**What the task asks**
Extract all lines that hold "Hebden" from the records below.

Stored data
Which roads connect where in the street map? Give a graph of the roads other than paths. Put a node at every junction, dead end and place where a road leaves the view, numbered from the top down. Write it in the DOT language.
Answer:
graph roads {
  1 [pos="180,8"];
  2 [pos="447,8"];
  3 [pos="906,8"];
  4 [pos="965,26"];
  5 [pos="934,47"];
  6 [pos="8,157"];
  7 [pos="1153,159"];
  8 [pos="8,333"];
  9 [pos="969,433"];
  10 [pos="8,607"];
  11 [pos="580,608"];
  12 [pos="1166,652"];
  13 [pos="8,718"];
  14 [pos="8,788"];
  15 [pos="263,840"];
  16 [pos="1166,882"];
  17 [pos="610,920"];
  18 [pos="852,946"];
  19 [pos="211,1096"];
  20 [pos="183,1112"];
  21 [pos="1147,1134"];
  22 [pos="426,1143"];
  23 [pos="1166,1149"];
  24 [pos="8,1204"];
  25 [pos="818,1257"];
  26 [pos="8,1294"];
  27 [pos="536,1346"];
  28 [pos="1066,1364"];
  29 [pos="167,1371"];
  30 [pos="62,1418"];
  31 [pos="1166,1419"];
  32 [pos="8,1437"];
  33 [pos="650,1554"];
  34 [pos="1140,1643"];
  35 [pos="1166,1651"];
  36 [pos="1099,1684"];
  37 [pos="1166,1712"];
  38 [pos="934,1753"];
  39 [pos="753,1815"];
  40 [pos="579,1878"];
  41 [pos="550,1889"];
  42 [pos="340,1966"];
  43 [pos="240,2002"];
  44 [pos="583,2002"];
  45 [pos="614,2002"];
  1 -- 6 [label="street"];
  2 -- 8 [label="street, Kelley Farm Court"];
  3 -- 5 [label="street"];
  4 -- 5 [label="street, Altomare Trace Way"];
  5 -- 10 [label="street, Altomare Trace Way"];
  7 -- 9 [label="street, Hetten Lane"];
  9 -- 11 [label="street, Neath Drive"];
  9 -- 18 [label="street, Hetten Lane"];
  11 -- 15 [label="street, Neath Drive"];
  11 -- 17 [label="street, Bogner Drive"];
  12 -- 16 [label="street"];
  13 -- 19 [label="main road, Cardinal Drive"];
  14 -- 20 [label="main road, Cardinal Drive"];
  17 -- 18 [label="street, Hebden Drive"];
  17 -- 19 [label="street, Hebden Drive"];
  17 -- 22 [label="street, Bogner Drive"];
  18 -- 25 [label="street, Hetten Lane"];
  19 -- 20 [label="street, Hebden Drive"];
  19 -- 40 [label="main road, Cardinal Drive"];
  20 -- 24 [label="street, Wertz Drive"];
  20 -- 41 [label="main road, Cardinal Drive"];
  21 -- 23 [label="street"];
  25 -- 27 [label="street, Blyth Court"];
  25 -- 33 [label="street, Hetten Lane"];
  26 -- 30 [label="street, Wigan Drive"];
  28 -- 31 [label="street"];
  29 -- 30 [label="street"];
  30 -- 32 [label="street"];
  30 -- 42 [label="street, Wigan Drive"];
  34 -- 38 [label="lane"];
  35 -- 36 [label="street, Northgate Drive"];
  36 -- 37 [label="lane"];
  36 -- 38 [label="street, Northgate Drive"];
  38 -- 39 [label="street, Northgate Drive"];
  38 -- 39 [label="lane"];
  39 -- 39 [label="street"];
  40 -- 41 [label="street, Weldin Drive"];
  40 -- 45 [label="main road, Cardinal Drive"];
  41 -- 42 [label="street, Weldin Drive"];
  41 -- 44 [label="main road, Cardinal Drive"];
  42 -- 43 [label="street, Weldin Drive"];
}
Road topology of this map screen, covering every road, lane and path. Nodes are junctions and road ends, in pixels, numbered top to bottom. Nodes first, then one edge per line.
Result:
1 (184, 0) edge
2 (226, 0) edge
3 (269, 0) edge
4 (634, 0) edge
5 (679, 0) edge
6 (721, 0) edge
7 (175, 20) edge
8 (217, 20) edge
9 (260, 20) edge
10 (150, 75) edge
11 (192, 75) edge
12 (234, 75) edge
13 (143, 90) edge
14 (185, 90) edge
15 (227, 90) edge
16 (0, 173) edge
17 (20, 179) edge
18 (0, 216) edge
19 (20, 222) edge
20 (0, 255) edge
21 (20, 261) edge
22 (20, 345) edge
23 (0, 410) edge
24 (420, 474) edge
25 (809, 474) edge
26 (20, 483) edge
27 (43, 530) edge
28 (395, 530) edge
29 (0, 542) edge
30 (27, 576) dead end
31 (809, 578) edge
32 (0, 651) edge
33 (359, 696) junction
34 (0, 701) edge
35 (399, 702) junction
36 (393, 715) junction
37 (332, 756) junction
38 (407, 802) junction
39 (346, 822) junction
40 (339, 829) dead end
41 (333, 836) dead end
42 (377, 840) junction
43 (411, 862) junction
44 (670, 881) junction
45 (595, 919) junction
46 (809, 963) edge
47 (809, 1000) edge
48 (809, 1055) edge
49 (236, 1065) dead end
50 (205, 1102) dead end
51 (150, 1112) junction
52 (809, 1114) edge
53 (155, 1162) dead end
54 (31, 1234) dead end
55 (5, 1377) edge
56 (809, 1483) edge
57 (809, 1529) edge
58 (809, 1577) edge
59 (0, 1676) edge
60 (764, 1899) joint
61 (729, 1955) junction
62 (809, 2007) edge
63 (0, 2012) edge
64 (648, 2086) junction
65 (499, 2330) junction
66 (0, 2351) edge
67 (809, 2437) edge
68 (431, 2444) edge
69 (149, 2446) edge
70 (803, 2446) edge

**Output for this task**
  17 -- 18 [label="street, Hebden Drive"];
  17 -- 19 [label="street, Hebden Drive"];
  19 -- 20 [label="street, Hebden Drive"];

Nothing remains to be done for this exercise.